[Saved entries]

╭──

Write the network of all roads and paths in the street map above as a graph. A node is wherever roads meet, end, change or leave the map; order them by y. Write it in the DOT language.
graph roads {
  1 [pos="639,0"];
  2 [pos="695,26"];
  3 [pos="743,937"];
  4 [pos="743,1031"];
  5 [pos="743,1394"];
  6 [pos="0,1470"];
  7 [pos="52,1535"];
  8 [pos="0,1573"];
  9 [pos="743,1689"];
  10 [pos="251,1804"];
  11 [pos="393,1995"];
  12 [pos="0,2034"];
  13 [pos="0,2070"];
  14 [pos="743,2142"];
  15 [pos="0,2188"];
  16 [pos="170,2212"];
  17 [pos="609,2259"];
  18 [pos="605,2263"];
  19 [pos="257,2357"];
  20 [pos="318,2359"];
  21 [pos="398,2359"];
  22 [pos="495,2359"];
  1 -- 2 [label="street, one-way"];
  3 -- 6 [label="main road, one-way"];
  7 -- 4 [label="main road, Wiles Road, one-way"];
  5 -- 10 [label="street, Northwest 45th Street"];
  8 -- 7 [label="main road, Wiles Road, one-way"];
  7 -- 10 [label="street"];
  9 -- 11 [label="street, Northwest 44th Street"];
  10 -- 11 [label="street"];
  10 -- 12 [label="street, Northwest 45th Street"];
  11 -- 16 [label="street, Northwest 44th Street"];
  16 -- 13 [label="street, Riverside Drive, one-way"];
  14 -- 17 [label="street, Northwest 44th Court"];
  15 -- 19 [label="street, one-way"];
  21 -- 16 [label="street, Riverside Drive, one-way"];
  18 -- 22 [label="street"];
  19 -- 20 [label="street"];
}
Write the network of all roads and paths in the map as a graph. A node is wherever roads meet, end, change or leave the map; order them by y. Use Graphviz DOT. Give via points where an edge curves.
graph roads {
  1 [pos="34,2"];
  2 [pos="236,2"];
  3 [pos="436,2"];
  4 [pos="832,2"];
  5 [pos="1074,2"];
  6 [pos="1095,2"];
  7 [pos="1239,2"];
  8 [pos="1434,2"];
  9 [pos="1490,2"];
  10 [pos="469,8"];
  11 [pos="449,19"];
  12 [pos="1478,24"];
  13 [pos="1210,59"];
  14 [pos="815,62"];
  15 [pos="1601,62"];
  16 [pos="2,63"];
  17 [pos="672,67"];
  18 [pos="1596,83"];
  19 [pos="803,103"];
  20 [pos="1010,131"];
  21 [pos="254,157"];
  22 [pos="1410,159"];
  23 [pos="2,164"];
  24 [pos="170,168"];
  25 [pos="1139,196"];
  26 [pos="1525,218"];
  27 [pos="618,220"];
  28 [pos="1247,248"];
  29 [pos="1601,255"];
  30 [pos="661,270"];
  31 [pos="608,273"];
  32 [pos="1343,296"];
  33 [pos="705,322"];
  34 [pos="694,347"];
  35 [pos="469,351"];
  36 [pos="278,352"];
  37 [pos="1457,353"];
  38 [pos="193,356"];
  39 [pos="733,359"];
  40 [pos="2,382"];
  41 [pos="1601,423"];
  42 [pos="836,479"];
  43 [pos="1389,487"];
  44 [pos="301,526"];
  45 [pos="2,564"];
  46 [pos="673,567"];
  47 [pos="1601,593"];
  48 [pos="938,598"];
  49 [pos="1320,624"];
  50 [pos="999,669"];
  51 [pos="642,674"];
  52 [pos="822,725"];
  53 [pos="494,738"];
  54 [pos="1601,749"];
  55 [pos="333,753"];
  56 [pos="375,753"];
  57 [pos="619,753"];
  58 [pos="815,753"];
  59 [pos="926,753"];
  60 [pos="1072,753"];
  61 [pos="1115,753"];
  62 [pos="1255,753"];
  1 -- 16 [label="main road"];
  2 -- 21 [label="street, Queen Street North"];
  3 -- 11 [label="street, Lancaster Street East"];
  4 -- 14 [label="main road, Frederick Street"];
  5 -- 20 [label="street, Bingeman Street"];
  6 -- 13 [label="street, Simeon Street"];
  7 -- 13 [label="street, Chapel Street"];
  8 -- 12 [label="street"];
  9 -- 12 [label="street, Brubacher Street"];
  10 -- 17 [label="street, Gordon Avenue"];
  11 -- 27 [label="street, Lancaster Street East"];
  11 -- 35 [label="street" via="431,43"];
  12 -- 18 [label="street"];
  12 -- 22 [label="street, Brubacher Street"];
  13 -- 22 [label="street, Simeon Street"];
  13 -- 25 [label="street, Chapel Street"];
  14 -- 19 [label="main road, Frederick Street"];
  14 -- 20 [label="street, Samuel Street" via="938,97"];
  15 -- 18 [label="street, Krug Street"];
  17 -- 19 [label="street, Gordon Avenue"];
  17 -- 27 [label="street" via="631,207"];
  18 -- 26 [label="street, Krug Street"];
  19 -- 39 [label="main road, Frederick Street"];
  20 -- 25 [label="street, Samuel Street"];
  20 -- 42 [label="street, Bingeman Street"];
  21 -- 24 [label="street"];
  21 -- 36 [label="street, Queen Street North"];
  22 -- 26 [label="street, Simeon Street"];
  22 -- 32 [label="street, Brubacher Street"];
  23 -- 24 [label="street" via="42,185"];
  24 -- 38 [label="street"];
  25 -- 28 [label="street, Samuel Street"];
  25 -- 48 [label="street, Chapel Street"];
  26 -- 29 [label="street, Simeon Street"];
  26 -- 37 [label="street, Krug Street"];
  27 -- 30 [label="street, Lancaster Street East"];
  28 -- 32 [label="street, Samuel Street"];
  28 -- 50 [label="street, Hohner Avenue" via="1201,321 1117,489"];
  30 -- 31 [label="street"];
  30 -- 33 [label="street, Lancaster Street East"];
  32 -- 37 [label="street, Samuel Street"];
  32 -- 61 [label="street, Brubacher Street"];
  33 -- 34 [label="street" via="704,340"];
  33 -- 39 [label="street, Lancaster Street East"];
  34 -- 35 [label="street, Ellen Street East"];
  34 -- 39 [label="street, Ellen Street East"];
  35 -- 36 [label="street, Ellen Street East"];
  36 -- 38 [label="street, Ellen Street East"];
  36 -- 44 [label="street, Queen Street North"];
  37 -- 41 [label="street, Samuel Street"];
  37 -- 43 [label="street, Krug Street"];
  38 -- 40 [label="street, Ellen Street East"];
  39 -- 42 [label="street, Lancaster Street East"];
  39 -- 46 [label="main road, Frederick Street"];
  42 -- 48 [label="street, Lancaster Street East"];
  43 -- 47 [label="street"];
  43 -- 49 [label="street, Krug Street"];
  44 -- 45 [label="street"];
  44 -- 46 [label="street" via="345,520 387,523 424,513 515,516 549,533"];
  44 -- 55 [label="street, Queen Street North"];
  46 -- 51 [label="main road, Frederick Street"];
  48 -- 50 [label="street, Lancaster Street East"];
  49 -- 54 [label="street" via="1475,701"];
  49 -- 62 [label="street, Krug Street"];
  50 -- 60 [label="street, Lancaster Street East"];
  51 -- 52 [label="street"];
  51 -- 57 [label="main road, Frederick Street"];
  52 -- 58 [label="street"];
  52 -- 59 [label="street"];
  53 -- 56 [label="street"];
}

╰──

### Required action
Copy out the data exactly as it stands, leaving nothing out.

### Solution
Write the network of all roads and paths in the street map above as a graph. A node is wherever roads meet, end, change or leave the map; order them by y. Write it in the DOT language.
graph roads {
  1 [pos="639,0"];
  2 [pos="695,26"];
  3 [pos="743,937"];
  4 [pos="743,1031"];
  5 [pos="743,1394"];
  6 [pos="0,1470"];
  7 [pos="52,1535"];
  8 [pos="0,1573"];
  9 [pos="743,1689"];
  10 [pos="251,1804"];
  11 [pos="393,1995"];
  12 [pos="0,2034"];
  13 [pos="0,2070"];
  14 [pos="743,2142"];
  15 [pos="0,2188"];
  16 [pos="170,2212"];
  17 [pos="609,2259"];
  18 [pos="605,2263"];
  19 [pos="257,2357"];
  20 [pos="318,2359"];
  21 [pos="398,2359"];
  22 [pos="495,2359"];
  1 -- 2 [label="street, one-way"];
  3 -- 6 [label="main road, one-way"];
  7 -- 4 [label="main road, Wiles Road, one-way"];
  5 -- 10 [label="street, Northwest 45th Street"];
  8 -- 7 [label="main road, Wiles Road, one-way"];
  7 -- 10 [label="street"];
  9 -- 11 [label="street, Northwest 44th Street"];
  10 -- 11 [label="street"];
  10 -- 12 [label="street, Northwest 45th Street"];
  11 -- 16 [label="street, Northwest 44th Street"];
  16 -- 13 [label="street, Riverside Drive, one-way"];
  14 -- 17 [label="street, Northwest 44th Court"];
  15 -- 19 [label="street, one-way"];
  21 -- 16 [label="street, Riverside Drive, one-way"];
  18 -- 22 [label="street"];
  19 -- 20 [label="street"];
}
Write the network of all roads and paths in the map as a graph. A node is wherever roads meet, end, change or leave the map; order them by y. Use Graphviz DOT. Give via points where an edge curves.
graph roads {
  1 [pos="34,2"];
  2 [pos="236,2"];
  3 [pos="436,2"];
  4 [pos="832,2"];
  5 [pos="1074,2"];
  6 [pos="1095,2"];
  7 [pos="1239,2"];
  8 [pos="1434,2"];
  9 [pos="1490,2"];
  10 [pos="469,8"];
  11 [pos="449,19"];
  12 [pos="1478,24"];
  13 [pos="1210,59"];
  14 [pos="815,62"];
  15 [pos="1601,62"];
  16 [pos="2,63"];
  17 [pos="672,67"];
  18 [pos="1596,83"];
  19 [pos="803,103"];
  20 [pos="1010,131"];
  21 [pos="254,157"];
  22 [pos="1410,159"];
  23 [pos="2,164"];
  24 [pos="170,168"];
  25 [pos="1139,196"];
  26 [pos="1525,218"];
  27 [pos="618,220"];
  28 [pos="1247,248"];
  29 [pos="1601,255"];
  30 [pos="661,270"];
  31 [pos="608,273"];
  32 [pos="1343,296"];
  33 [pos="705,322"];
  34 [pos="694,347"];
  35 [pos="469,351"];
  36 [pos="278,352"];
  37 [pos="1457,353"];
  38 [pos="193,356"];
  39 [pos="733,359"];
  40 [pos="2,382"];
  41 [pos="1601,423"];
  42 [pos="836,479"];
  43 [pos="1389,487"];
  44 [pos="301,526"];
  45 [pos="2,564"];
  46 [pos="673,567"];
  47 [pos="1601,593"];
  48 [pos="938,598"];
  49 [pos="1320,624"];
  50 [pos="999,669"];
  51 [pos="642,674"];
  52 [pos="822,725"];
  53 [pos="494,738"];
  54 [pos="1601,749"];
  55 [pos="333,753"];
  56 [pos="375,753"];
  57 [pos="619,753"];
  58 [pos="815,753"];
  59 [pos="926,753"];
  60 [pos="1072,753"];
  61 [pos="1115,753"];
  62 [pos="1255,753"];
  1 -- 16 [label="main road"];
  2 -- 21 [label="street, Queen Street North"];
  3 -- 11 [label="street, Lancaster Street East"];
  4 -- 14 [label="main road, Frederick Street"];
  5 -- 20 [label="street, Bingeman Street"];
  6 -- 13 [label="street, Simeon Street"];
  7 -- 13 [label="street, Chapel Street"];
  8 -- 12 [label="street"];
  9 -- 12 [label="street, Brubacher Street"];
  10 -- 17 [label="street, Gordon Avenue"];
  11 -- 27 [label="street, Lancaster Street East"];
  11 -- 35 [label="street" via="431,43"];
  12 -- 18 [label="street"];
  12 -- 22 [label="street, Brubacher Street"];
  13 -- 22 [label="street, Simeon Street"];
  13 -- 25 [label="street, Chapel Street"];
  14 -- 19 [label="main road, Frederick Street"];
  14 -- 20 [label="street, Samuel Street" via="938,97"];
  15 -- 18 [label="street, Krug Street"];
  17 -- 19 [label="street, Gordon Avenue"];
  17 -- 27 [label="street" via="631,207"];
  18 -- 26 [label="street, Krug Street"];
  19 -- 39 [label="main road, Frederick Street"];
  20 -- 25 [label="street, Samuel Street"];
  20 -- 42 [label="street, Bingeman Street"];
  21 -- 24 [label="street"];
  21 -- 36 [label="street, Queen Street North"];
  22 -- 26 [label="street, Simeon Street"];
  22 -- 32 [label="street, Brubacher Street"];
  23 -- 24 [label="street" via="42,185"];
  24 -- 38 [label="street"];
  25 -- 28 [label="street, Samuel Street"];
  25 -- 48 [label="street, Chapel Street"];
  26 -- 29 [label="street, Simeon Street"];
  26 -- 37 [label="street, Krug Street"];
  27 -- 30 [label="street, Lancaster Street East"];
  28 -- 32 [label="street, Samuel Street"];
  28 -- 50 [label="street, Hohner Avenue" via="1201,321 1117,489"];
  30 -- 31 [label="street"];
  30 -- 33 [label="street, Lancaster Street East"];
  32 -- 37 [label="street, Samuel Street"];
  32 -- 61 [label="street, Brubacher Street"];
  33 -- 34 [label="street" via="704,340"];
  33 -- 39 [label="street, Lancaster Street East"];
  34 -- 35 [label="street, Ellen Street East"];
  34 -- 39 [label="street, Ellen Street East"];
  35 -- 36 [label="street, Ellen Street East"];
  36 -- 38 [label="street, Ellen Street East"];
  36 -- 44 [label="street, Queen Street North"];
  37 -- 41 [label="street, Samuel Street"];
  37 -- 43 [label="street, Krug Street"];
  38 -- 40 [label="street, Ellen Street East"];
  39 -- 42 [label="street, Lancaster Street East"];
  39 -- 46 [label="main road, Frederick Street"];
  42 -- 48 [label="street, Lancaster Street East"];
  43 -- 47 [label="street"];
  43 -- 49 [label="street, Krug Street"];
  44 -- 45 [label="street"];
  44 -- 46 [label="street" via="345,520 387,523 424,513 515,516 549,533"];
  44 -- 55 [label="street, Queen Street North"];
  46 -- 51 [label="main road, Frederick Street"];
  48 -- 50 [label="street, Lancaster Street East"];
  49 -- 54 [label="street" via="1475,701"];
  49 -- 62 [label="street, Krug Street"];
  50 -- 60 [label="street, Lancaster Street East"];
  51 -- 52 [label="street"];
  51 -- 57 [label="main road, Frederick Street"];
  52 -- 58 [label="street"];
  52 -- 59 [label="street"];
  53 -- 56 [label="street"];
}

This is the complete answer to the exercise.